Query for searching in multiple tables – UNION or not?

atoroqo · April 29, 2013, 11:41am

I’m trying to create a query in order to search for a specific value in several different tables. I have a table of photos, another one with keywords and a third with people (both photographers and people in the pictures), and finally one where I keep the image captions with a full text index. The fastest solution I’ve come up with so far is this one:

SELECT various_columns_from_table_"photos"_and_some_columns_from_table_"people"
FROM captions
INNER JOIN photos
ON captions.id = photos.captionid
LEFT JOIN people ON photos.photografph_id = people.id
WHERE MATCH(caption) AGAINST(+'hometown')

UNION

SELECT various_columns_from_table_"photos"_and_some_columns_from_table_"people"
FROM photos
LEFT JOIN people AS photographers ON photos.photografph_id = photographers.id
LEFT JOIN keywords_photos as kp
ON kp.photoid = photos.id
LEFT JOIN keywords AS k
ON k.id = kp.wordid
LEFT JOIN people_photos AS pp
ON photos.id = pp.photoid
LEFT JOIN people as people
ON pp.personid = people.id
WHERE 'hometown'
IN(various_columns_in_the_tables_"photos"_"people"_and_"keywords")
GROUP BY photos.id

Does anyone see any obvious room for improvement or any errors I should correct? I’m not sure about all the LEFT JOINS, but it seems to be working as intended.
I’ve tried to join all the tables together in a single SELECT statement, but all my attempts so far has resulted in searches that take several seconds.

atoroqo · May 9, 2013, 5:52pm

No comments on this, which may be good or not.

I just got a new idea myself. What if I copy the data from all the columns in the photos, people and keywords tables into a new column in the captions table (excluding words/phrases already present in the caption column) and use both columns for this kind of general search? That way the query could be heavily simplified, much more flexible and hopefully faster:

SELECT various_columns_from_table_"photos"_and_some_columns_from_table_"people"
FROM captions
LEFT JOIN photos
ON captions.id = photos.captionid
LEFT JOIN people
ON photos.photografph_id = people.id
WHERE MATCH(caption,newColumn) AGAINST('blah blah blah' IN BOOLEAN MODE)
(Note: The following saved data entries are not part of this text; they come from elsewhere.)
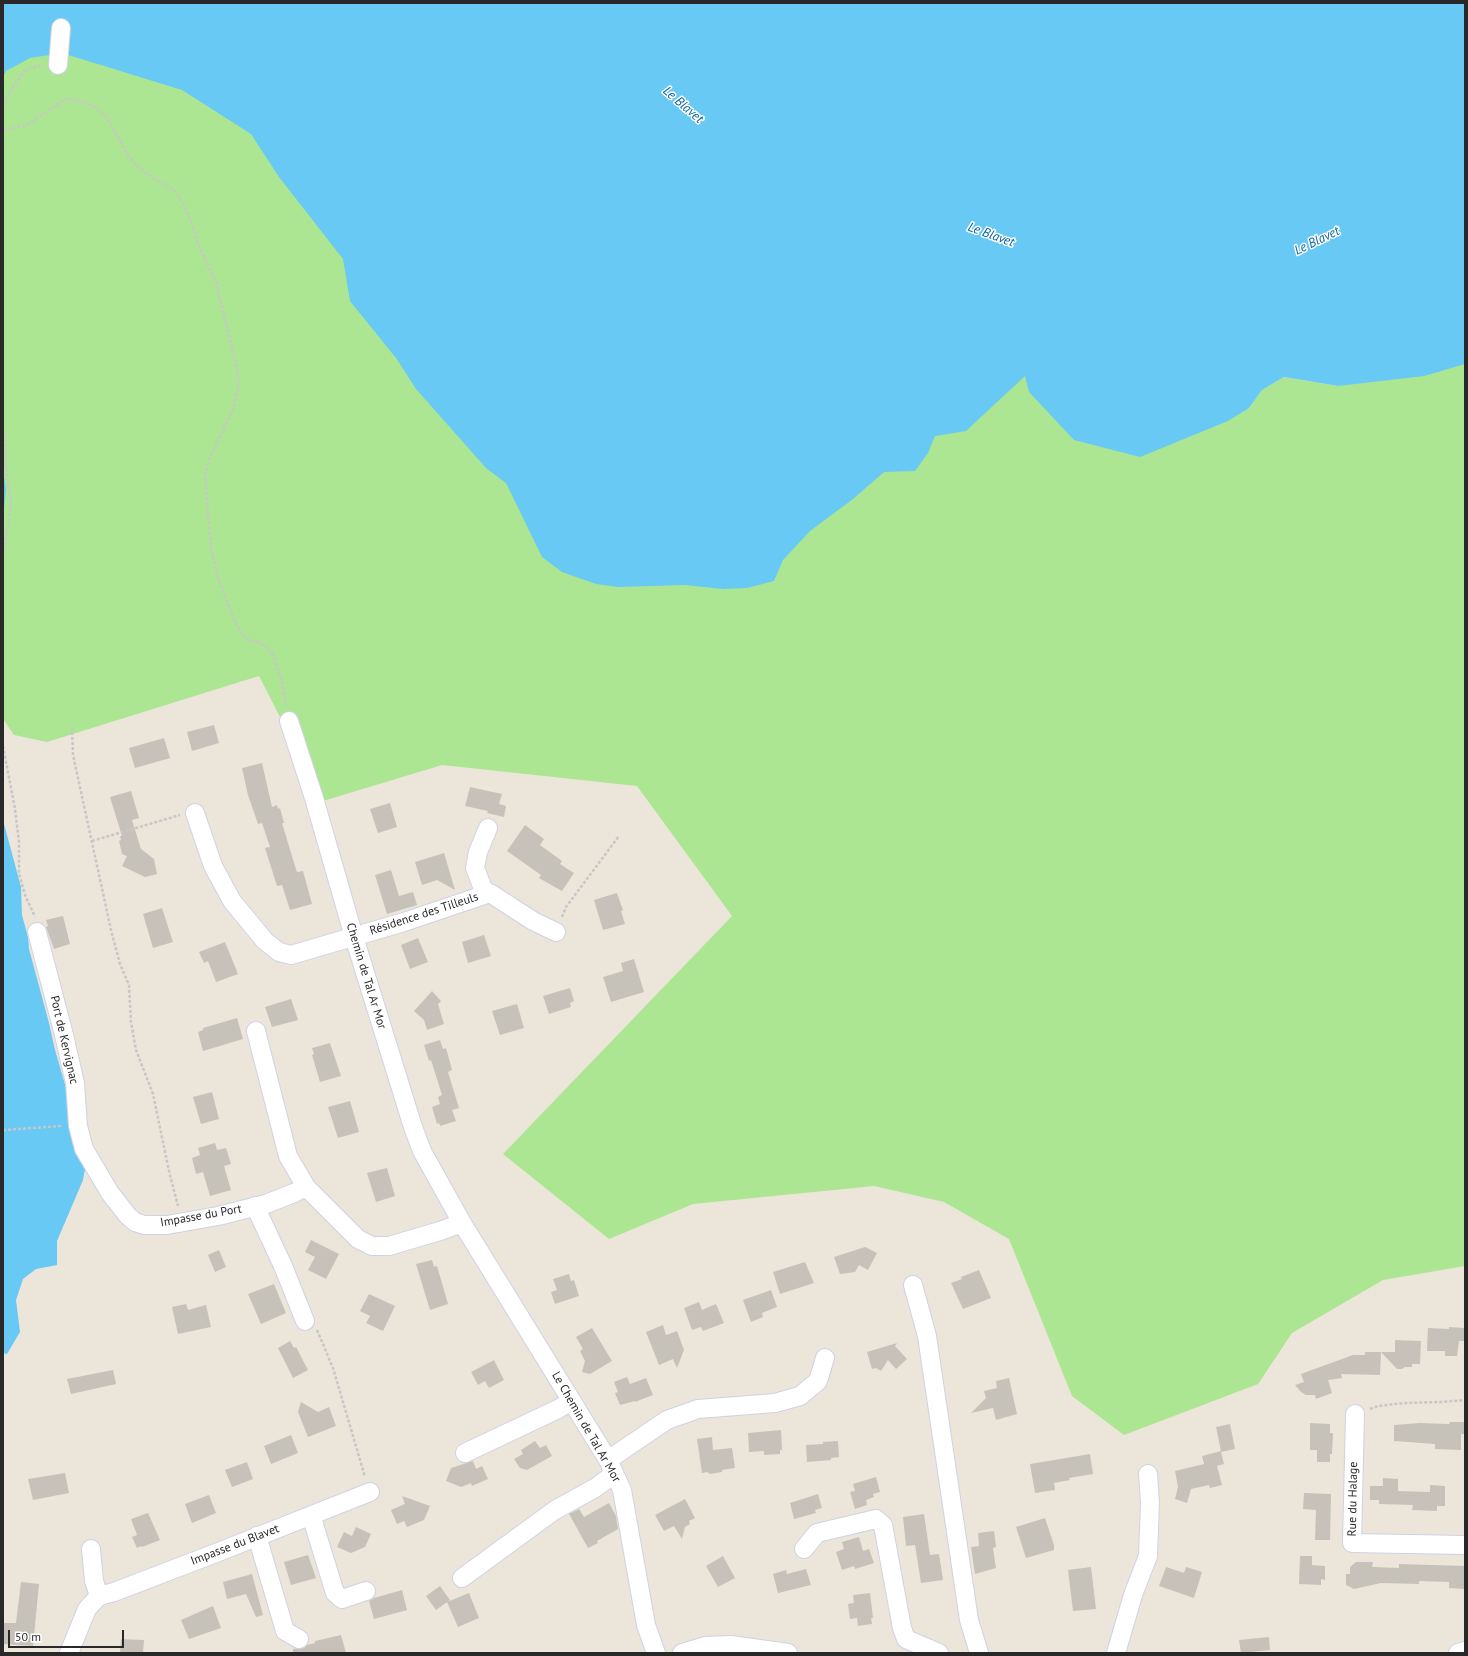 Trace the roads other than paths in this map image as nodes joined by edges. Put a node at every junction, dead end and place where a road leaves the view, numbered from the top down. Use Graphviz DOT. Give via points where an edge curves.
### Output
graph roads {
  1 [pos="61,28"];
  2 [pos="58,65"];
  3 [pos="289,722"];
  4 [pos="195,813"];
  5 [pos="488,828"];
  6 [pos="485,894"];
  7 [pos="37,932"];
  8 [pos="556,932"];
  9 [pos="354,937"];
  10 [pos="256,1031"];
  11 [pos="84,1149"];
  12 [pos="306,1187"];
  13 [pos="255,1206"];
  14 [pos="462,1223"];
  15 [pos="913,1285"];
  16 [pos="310,1323"];
  17 [pos="825,1358"];
  18 [pos="572,1401"];
  19 [pos="1355,1414"];
  20 [pos="465,1453"];
  21 [pos="611,1467"];
  22 [pos="1148,1474"];
  23 [pos="370,1492"];
  24 [pos="311,1515"];
  25 [pos="257,1536"];
  26 [pos="1465,1545"];
  27 [pos="91,1549"];
  28 [pos="804,1549"];
  29 [pos="462,1578"];
  30 [pos="366,1591"];
  31 [pos="99,1596"];
  32 [pos="299,1639"];
  33 [pos="1465,1651"];
  34 [pos="69,1653"];
  35 [pos="656,1653"];
  36 [pos="682,1653"];
  37 [pos="788,1653"];
  38 [pos="939,1653"];
  39 [pos="979,1653"];
  40 [pos="1116,1653"];
  41 [pos="1458,1653"];
  1 -- 2 [label="street"];
  3 -- 9 [label="street, Chemin de Tal Ar Mor"];
  4 -- 9 [label="street, Résidence des Tilleuls" via="213,866 232,901 251,926 272,947 291,955"];
  5 -- 6 [label="street" via="478,852 475,868"];
  6 -- 8 [label="street, Résidence des Tilleuls" via="490,893"];
  6 -- 9 [label="street, Résidence des Tilleuls"];
  7 -- 11 [label="street, Port de Kervignac" via="75,1083 78,1126"];
  9 -- 14 [label="street, Chemin de Tal Ar Mor" via="422,1151"];
  10 -- 12 [label="street" via="288,1156"];
  11 -- 13 [label="street, Impasse du Port" via="106,1188 128,1216 144,1225 167,1225"];
  12 -- 13 [label="street, Impasse du Port"];
  12 -- 14 [label="street" via="358,1239 372,1246 389,1246"];
  13 -- 16 [label="street"];
  14 -- 18 [label="street, Le Chemin de Tal Ar Mor"];
  15 -- 39 [label="street" via="928,1336 968,1620"];
  17 -- 21 [label="street" via="818,1381 800,1396 775,1403 698,1408 667,1420"];
  18 -- 20 [label="street"];
  18 -- 21 [label="street, Le Chemin de Tal Ar Mor"];
  19 -- 26 [label="street, Rue du Halage" via="1352,1543"];
  21 -- 29 [label="street" via="595,1488 555,1510"];
  21 -- 35 [label="street, Le Chemin de Tal Ar Mor" via="622,1490 646,1625"];
  22 -- 40 [label="street" via="1148,1556 1133,1594"];
  23 -- 24 [label="street, Impasse du Blavet"];
  24 -- 25 [label="street, Impasse du Blavet"];
  24 -- 30 [label="street" via="335,1593 342,1599"];
  25 -- 31 [label="street, Impasse du Blavet"];
  25 -- 32 [label="street" via="285,1631"];
  27 -- 31 [label="street" via="94,1581"];
  28 -- 38 [label="street" via="817,1533 876,1519 884,1525 902,1628 906,1638"];
  31 -- 34 [label="street" via="88,1609"];
  33 -- 41 [label="street"];
  36 -- 37 [label="street" via="705,1646 731,1645"];
}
Well, I guess there’s only one way to find out … But it’s also nice to be supervised by the more experienced coders who are able to spot obvious mistakes.

rpkamp · May 9, 2013, 6:22pm

Copying data across several tables (known as denormalization) is generally not recommended unless the alternative is too slow. Mostly because it’s easy to lose sight over which data is the “original” data. I.e., if the values in the original table and the copy are different, which one is the “real” value?

Anyway, I suppose in this case it depends on how many entries you have in the tables. If it’s not that many I’d go with option 1. If option 1 is too slow, go with option 2, or get a dedicated search service like sphinx search – see http://www.ibm.com/developerworks/library/os-php-sphinxsearch/

atoroqo · May 9, 2013, 6:48pm

Thanks. Yes, I’ve had Sphinx recommended to me a couple of times now, and I guess I’ll have to check it out eventually. But using Sphinx would require switching web hotels, and that’s not up to me to decide. So for now I’m stuck with the indexing and search options provided by MySQL itself.

Option 1 takes about 4-5 seconds with a fairly simple search, so yes, I think some other solution is called for. And as long as I make sure that the extra column is updated automatically every time any of its source columns is changed, there shouldn’t be a problem? Or should there?

rpkamp · May 10, 2013, 3:39pm

No it shouldn’t be a problem. As long you remember that that data is a copy and should never be used as canonical data

atoroqo · May 11, 2013, 4:11pm

OK. I’ll make sure to comment the columns and document everything in case I get hit by a train and someone else takes over the project.

wwb_99 · May 16, 2013, 6:52pm

I wouldn’t be so down on denormalization – it really is how one makes modern apps go in lots of ways and is really powerful when you get your head around it. We are starting to make things that are fundamentally denormalized and then normalize via code when necessary.